As an aid to reporting, advanced machine learning techniques have the potential to withdraw the relevant previous reports, tests, and scans of the same patient from the digital archive and align them with the current scan and even compare key findings and detect disease progress or regression for follow-up and monitoring purposes. Currently, these tedious pre-reporting tasks are performed by the nuclear medicine physicians spending a significant amount of time. ML would be of further use in listing the most recently published papers and guidelines that are relevant to the key findings/disease detected on the current scan aiding to prepare a most up-to-date customized patient report. This time-consuming focused literature search made by reporting physician and its inclusion in the patient report as an addendum is already a part of routine clinical reporting for selected examinations in some academic departments.

Dosimetry is another potential area of work for AI tools by performing precise segmentation of organs and lesions and calculations of absorbed dose using data obtained from three-dimensional imaging. This would be potentially useful for both diagnostic and therapeutic radionuclide procedures. Also, optimization of imaging equipment technology, criteria, and parameters through AI tools integrated to gamma camera and PET systems can possibly bring the opportunity of reducing administered activity and imaging time.

The strongest claim to adapt AI in healthcare is indeed the machine reporting of routine diagnostic imaging tests and making a clinically meaningful diagnosis as efficient as a human physician [5,6,7,8, 19]. Most AI papers in medical literature therefore focus on head-to-head comparison of the performance of machine algorithms with human physicians. Although repetitive screening tests (particularly two-dimensional scans such as mammography and chest X-rays) and possibly CT can easily be assessed and reported by machine learning, probably in a shorter time, with less inter-observer variability and greater accuracy than “human” radiologists, more effort and time are required for AI tools to assess more complex diagnostic scans including MR, PET, and SPECT. As the most repetitive and universal standard tests in nuclear medicine practice, renal scan, whole body bone scan, and myocardial perfusion imaging would possibly be the first examinations that could be successfully assessed and reported by ML techniques. AI programs can easily take over the reporting tasks for bone mineral densitometry studies which are already performed and reported in highly standardized universal protocols.

Recent studies reported the use of machine learning techniques in the prediction of diagnosis on CT, MR, SPECT, and PET in a limited number of cases; these results are yet to be validated in a larger data set obtained in clinical setting [20,21,22,23]. While machine reporting sounds to be a threat to imaging professionals (replacement of physicians by AI tools), there are several technical, organizational, financial, ethical, and administrative issues to be resolved before it is implemented in practice.
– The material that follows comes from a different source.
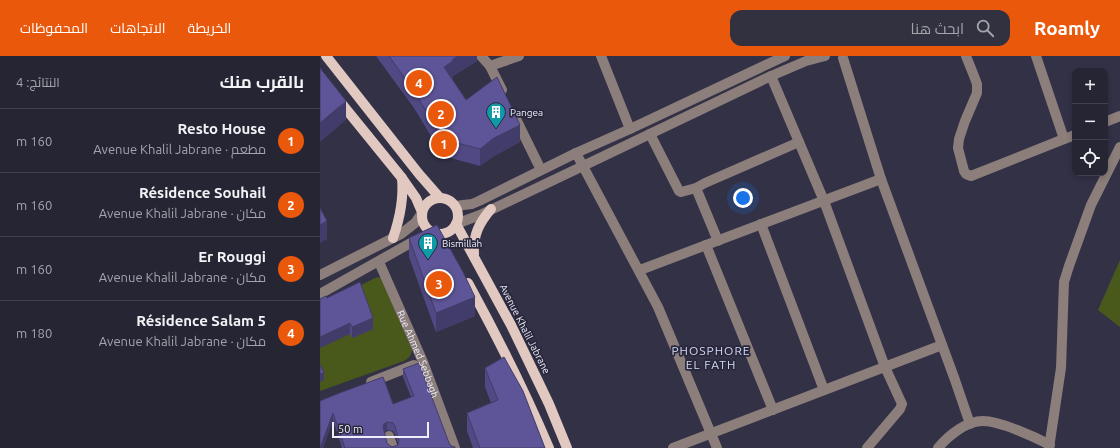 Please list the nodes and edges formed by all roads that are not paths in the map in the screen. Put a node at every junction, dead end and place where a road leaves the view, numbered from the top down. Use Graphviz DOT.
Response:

For follow-up purposes, AI tools have the technical potential to detect (even subtle) changes in the current and previous scans and compare them. This ability would allow us to intervene at an earlier stage of progress or recurrence. Also, this ability can be exploited for monitoring the efficacy of radionuclide or non-radionuclide therapy enabling the physician to timely modify the treatment protocol saving costs and preventing unnecessary side effects.

Once they are validated, ML programs has the potential to make the evidence-based diagnostic reporting a standard in practice and to take over some exhaustive work load by performing repetitive, time-consuming, and monotonous tasks. This may even result in improved patient care and increased life quality of physicians in whom “burnout syndrome” due to heavy work load has been getting a serious problem. For example, voice interaction with AI-aided imaging devices and reporting computers through speech recognition technology which is currently used for reporting only is another potential area of AI applications to save physician’s time that can be used more efficiently for patient interaction.

Challenges

While AI promises several potentials for future clinical applications, there are also several technical, administrative, financial, and legal challenges that should be taken into consideration in the implementation and commercialization of AI tools in nuclear medicine. The first challenge is the need for huge amount of machine consumable data (millions of digital images, records, and reports) to train the AI programs. It is not always possible to have this amount of archived data in a single institution, city, or region. The first solution would be to initiate collaboration to gather sufficient amount of data in a city, region, or country. Even this effort has its own inherent problems: first of all, it may be difficult to have in different institutions, cities, and regions the digital data stored in a standard machine-consumable format. Second problem with this effort could be the legal aspects of protected health information (PHI) as almost all digital archives contain metadata (for example patient identifiers) for each image. The PHI must be removed in a tedious time-consuming effort from the images before they are fed to the AI machine. Third issue would be the copyright of the training data in such a multilateral collaboration. Another problem associated with a comprehensive collaboration to have sufficient amount of data needed to train the algorithm covering different regions or countries is that initial experience showed the same AI algorithm trained with data of one region might give misleading results, possibly due to racial and demographic features [24]. So, it does not seem to be possible to simply buy an AI program trained with data from different regions or countries and implement it in your region or country. Technical advances and further refinements in future may allow the AI algorithms to be trained by a smaller amount of data or even simulated data (images), eliminating the need for multilateral collaboration.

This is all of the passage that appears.